══ Recorded data ══

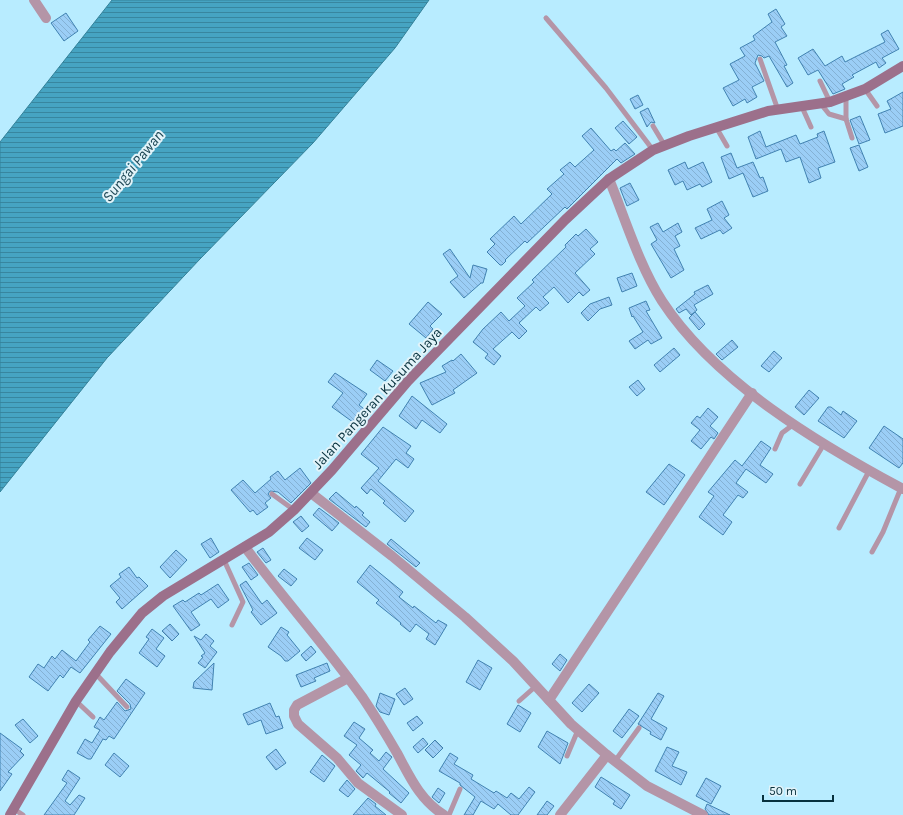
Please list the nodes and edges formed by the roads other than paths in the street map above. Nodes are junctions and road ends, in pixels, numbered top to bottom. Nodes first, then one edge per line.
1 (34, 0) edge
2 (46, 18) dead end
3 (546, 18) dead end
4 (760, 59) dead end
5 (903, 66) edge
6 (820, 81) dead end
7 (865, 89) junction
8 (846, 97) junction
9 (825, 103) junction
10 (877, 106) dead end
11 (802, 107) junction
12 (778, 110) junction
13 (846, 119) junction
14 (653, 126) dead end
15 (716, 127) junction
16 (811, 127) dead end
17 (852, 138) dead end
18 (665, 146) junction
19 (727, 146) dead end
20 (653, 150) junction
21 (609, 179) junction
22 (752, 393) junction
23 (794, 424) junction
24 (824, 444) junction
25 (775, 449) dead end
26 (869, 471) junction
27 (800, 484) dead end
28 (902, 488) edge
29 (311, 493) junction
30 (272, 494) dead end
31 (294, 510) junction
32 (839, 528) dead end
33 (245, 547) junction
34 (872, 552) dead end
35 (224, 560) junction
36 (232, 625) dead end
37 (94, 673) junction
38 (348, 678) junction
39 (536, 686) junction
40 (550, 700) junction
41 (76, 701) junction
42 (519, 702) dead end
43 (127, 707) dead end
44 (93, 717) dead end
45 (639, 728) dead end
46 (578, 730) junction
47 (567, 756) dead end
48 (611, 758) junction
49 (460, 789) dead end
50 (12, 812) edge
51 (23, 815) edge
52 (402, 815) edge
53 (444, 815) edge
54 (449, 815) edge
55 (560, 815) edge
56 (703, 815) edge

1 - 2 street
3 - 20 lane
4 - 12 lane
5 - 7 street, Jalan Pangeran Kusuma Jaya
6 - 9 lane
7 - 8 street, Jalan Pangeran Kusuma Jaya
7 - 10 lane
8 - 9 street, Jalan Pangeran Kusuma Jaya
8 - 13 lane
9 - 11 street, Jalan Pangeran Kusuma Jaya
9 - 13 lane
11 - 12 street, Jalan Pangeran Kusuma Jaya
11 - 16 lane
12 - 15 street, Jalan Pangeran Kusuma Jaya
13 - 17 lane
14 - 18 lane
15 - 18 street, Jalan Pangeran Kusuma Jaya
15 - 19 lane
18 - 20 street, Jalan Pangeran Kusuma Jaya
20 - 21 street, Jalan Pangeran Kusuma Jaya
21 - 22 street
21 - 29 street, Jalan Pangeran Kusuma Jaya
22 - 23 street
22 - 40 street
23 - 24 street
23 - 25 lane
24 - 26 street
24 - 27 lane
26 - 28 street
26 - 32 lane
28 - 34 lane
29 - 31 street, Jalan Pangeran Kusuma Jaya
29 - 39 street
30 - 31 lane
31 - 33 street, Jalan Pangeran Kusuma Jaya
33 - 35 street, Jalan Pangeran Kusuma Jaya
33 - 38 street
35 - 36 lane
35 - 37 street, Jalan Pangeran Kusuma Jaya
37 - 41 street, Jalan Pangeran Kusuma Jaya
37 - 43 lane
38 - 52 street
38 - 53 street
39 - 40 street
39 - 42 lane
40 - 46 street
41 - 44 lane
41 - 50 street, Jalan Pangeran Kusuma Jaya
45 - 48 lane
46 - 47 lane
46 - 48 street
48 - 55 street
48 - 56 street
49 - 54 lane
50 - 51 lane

═══

Work required » Give the count of lines in the records above that hold the string "edge", and only that count.

Completed exercise » 11